Cafegrafin: Duvarımdaki bir fincan kahve…
Mecidiyeköy Down Cafe’de yediğimiz bir yemek sonrasında, cafeye sanatçılar tarafından destek amaçlı bağışlanmış eserleri incelemeye başladık. Birbirinden güzel eserler arasında daha önce pek de rastlamadığımız tarzda bir tablo oldukça dikkatimi çekti. İlk bakışta sıradan bir suluboya çalışması gibi duran resim, yakından incelendiğinde açıklananmaz şekilde diğerlerinden farklı duruyordu. Eserle ilgilendiğimi gören bir cafe çalışanı “resmin Cafegrafin diye özel bir teknik kullanılarak yapıldığını” belirtip detayları aktarmaya başladı ve son olarak eğer resim karşılığı bağış yapmayı düşünürsem severek yardımcı olabileceğini bildirdi. Hoş bir tesadüf, tam o dönemde özel bir hediye arayışı içerisinde olduğum için, pek de tereddüt etmeden resmi satın aldım.Bir kaç saat sonra ofise döndüğümde hala aklım resimde ve yapımında kullanılan “o özel” teknikteydi…ilk müsait zamanımda resim üzerindeki imzadan ve cafede hayatımda ilk kez duyduğum “Cafegrafin” kelimesinden yola çıkarak internette küçük bir araştırma yaptım…sonuçlar keyifli ve şaşırtıcıydı;
Cafegrafin adı verilen bu teknik, 2001 yılında bizzat resmi yapan sanatcı Ebru Yolver tarafından geliştirilmiş ve tablolardaki kahverengi ve tonlarındaki desenlerde boya yerine hazır kahvenin kullanılması esasına dayanan özel bir suluboya tekniğiymiş. Ebru Hanım yıllardır bu teknikte pek çok resim yapmış ve tekniğini gün geçtikte değiştirmiş, geliştirmiş.
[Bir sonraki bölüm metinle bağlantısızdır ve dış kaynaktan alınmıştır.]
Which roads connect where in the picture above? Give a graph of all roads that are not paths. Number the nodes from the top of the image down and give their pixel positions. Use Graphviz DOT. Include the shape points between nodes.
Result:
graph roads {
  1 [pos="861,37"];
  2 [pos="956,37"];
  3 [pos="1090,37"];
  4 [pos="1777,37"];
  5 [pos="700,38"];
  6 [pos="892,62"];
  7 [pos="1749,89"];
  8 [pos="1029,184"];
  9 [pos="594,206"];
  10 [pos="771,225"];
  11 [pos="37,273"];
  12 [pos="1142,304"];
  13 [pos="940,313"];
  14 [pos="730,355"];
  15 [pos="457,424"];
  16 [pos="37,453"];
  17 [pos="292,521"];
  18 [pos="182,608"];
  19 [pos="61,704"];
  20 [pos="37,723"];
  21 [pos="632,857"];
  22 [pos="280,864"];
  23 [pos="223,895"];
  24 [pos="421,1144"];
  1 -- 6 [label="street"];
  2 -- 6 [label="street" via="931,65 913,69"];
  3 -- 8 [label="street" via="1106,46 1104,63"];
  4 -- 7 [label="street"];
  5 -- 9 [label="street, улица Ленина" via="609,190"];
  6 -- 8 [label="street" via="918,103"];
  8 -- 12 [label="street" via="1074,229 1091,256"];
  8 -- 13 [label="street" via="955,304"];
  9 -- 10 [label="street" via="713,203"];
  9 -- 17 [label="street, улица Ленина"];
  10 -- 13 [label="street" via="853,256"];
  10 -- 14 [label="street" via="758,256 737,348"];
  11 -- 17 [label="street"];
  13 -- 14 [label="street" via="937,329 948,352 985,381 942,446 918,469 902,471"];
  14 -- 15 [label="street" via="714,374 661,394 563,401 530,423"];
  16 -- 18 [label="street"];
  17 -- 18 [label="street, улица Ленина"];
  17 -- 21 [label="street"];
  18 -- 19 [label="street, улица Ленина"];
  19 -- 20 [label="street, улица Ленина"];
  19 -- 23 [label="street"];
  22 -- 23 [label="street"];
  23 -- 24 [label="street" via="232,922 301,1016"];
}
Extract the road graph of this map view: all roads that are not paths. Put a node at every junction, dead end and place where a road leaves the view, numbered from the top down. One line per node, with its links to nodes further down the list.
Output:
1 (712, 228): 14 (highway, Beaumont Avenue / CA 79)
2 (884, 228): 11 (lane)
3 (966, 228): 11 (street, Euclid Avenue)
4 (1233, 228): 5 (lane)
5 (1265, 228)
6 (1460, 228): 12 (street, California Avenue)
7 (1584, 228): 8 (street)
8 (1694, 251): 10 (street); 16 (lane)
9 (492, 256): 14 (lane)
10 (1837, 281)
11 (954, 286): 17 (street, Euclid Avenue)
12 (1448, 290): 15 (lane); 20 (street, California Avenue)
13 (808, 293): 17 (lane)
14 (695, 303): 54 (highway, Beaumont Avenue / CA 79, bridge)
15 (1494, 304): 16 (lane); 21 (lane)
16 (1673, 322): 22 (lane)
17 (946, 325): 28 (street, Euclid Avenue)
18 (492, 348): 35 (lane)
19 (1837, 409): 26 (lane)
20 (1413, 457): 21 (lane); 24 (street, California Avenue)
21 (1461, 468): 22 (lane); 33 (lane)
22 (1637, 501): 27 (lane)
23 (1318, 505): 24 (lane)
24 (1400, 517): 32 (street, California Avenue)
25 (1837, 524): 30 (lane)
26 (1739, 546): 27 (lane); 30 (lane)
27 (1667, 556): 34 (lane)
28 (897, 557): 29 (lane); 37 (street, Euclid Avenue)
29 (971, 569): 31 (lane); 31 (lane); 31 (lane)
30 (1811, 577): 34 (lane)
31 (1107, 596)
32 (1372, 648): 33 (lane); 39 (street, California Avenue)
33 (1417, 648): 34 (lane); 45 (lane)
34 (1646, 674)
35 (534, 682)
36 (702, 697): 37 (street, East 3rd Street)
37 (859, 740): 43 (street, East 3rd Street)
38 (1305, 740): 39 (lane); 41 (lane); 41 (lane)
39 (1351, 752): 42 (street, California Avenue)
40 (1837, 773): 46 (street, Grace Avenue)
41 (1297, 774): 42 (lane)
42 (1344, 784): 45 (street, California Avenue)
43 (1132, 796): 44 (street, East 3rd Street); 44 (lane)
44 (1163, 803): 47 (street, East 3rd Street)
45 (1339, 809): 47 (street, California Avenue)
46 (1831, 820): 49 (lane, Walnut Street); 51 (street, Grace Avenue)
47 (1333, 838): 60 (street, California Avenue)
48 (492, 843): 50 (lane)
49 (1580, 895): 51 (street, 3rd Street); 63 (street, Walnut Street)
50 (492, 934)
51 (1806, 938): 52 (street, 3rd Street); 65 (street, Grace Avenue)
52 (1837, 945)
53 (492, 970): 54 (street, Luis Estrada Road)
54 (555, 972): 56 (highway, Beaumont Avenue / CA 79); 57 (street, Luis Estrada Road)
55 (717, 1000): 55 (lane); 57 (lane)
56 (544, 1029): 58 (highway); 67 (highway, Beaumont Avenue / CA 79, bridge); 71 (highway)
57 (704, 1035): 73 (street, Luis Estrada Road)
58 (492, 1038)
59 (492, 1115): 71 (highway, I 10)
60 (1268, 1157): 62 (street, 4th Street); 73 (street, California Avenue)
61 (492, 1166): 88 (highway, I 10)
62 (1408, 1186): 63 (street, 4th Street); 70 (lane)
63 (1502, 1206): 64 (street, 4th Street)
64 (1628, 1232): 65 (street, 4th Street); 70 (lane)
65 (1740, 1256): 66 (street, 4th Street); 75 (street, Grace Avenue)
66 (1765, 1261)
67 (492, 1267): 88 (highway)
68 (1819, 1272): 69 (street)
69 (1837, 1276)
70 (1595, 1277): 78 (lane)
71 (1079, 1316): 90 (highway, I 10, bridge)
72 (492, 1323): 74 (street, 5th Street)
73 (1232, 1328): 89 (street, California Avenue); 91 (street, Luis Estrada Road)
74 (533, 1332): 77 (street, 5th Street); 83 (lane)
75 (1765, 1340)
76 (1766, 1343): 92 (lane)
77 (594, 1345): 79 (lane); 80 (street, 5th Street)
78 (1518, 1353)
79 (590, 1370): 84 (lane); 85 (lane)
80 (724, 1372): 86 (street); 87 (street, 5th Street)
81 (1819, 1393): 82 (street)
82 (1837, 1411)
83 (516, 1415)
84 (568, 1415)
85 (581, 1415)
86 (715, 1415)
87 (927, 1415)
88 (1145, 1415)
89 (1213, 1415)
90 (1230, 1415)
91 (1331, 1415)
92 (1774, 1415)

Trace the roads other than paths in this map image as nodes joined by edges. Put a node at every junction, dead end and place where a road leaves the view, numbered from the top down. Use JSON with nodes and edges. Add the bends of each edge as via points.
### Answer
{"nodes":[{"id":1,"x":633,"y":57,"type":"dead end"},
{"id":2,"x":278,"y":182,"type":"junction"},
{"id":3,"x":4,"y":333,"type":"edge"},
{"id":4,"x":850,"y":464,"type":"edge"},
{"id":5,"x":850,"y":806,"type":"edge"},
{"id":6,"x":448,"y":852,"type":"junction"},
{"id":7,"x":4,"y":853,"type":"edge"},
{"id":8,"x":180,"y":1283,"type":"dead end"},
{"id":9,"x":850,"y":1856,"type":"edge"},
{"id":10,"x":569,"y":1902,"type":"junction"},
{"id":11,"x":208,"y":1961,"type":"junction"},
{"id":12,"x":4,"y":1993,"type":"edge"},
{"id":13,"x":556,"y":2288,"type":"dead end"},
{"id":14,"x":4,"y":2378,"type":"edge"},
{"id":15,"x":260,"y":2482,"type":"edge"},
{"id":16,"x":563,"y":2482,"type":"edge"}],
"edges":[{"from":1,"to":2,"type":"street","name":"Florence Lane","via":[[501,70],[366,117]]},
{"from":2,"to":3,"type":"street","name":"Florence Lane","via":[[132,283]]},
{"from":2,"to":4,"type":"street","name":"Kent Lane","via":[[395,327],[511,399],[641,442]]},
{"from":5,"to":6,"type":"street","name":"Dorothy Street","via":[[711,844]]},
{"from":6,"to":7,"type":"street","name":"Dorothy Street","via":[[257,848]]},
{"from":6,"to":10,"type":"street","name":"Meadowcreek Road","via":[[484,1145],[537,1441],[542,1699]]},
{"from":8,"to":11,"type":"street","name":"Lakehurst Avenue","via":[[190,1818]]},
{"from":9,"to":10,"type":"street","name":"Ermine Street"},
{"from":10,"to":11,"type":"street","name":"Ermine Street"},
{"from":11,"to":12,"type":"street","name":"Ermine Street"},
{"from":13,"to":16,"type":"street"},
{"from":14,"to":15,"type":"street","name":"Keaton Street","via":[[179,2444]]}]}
Sanatçı, bir röportajında Cafegrafin’den;
“Sanat kokan tasarımlar yapıyorum. 2001’den beri geliştirdiğim ‘cafegrafin’ tekniği ile resimlerim de kahve kokuyor. Bu alanda tekim, hazır kahveyi boya olarak kullanıyorum”
Şeklinde bahsetmiş.
Bu sevgi, emek ve nefis kahve kokan keyifli tekniğin yaratıcısı Ebru Yolver, 1995 yılında Dokuz Eylül Üniversitesi Güzel Sanatlar Fakültesi Tekstil Bölümü mezunu olup 2002 yılında aynı fakültenin yüksek lisans programında bir yıl hazırlık eğitimi almış… Kişisel sayfasından edindiğimiz bilgilere gore, sanatçı bir çok büyük firmaya giysi, ev tekstili ,mücevher ve altın, bronz, gümüş takı tasarımları hazırlamakta ve yurtiçinde ve yurtdışında zaman zaman çeşitli kolleksiyonlarını sergilemekteymiş … Cad-Cam operatörlüğü, Tasarım Bölümü Direktörlüğü, Moda Editörlüğü ve Art Direktörlük konularında bir çok başarıya imza atmış olan sanatçı 2006 yılında “V. International Festival of Fantasy Image, The Crystal Angel” Kiev-festivalinde koreografisi ve kostümleri tamamen kendisine ait olan Mozart’ın 100. doğum yıldönümü anısına “Mozart ile müzik doğdu” adlı bir show da sahneye koymuş olup halen çalışmalarına İstanbul’da devam etmekteymiş.
Satın aldığım tabloya dair hikayenin devamına gelince. İşin aslı üzerinden aylar geçmiş olmasına rağmen henüz “gerçek sahibine” teslim edemedim, zira tablonun ön tarafı çok içime sinse de, duvara bakacak tarafı “bence” henüz tam olarak hazır değil…zira o taraf sadece bir kez görülecek!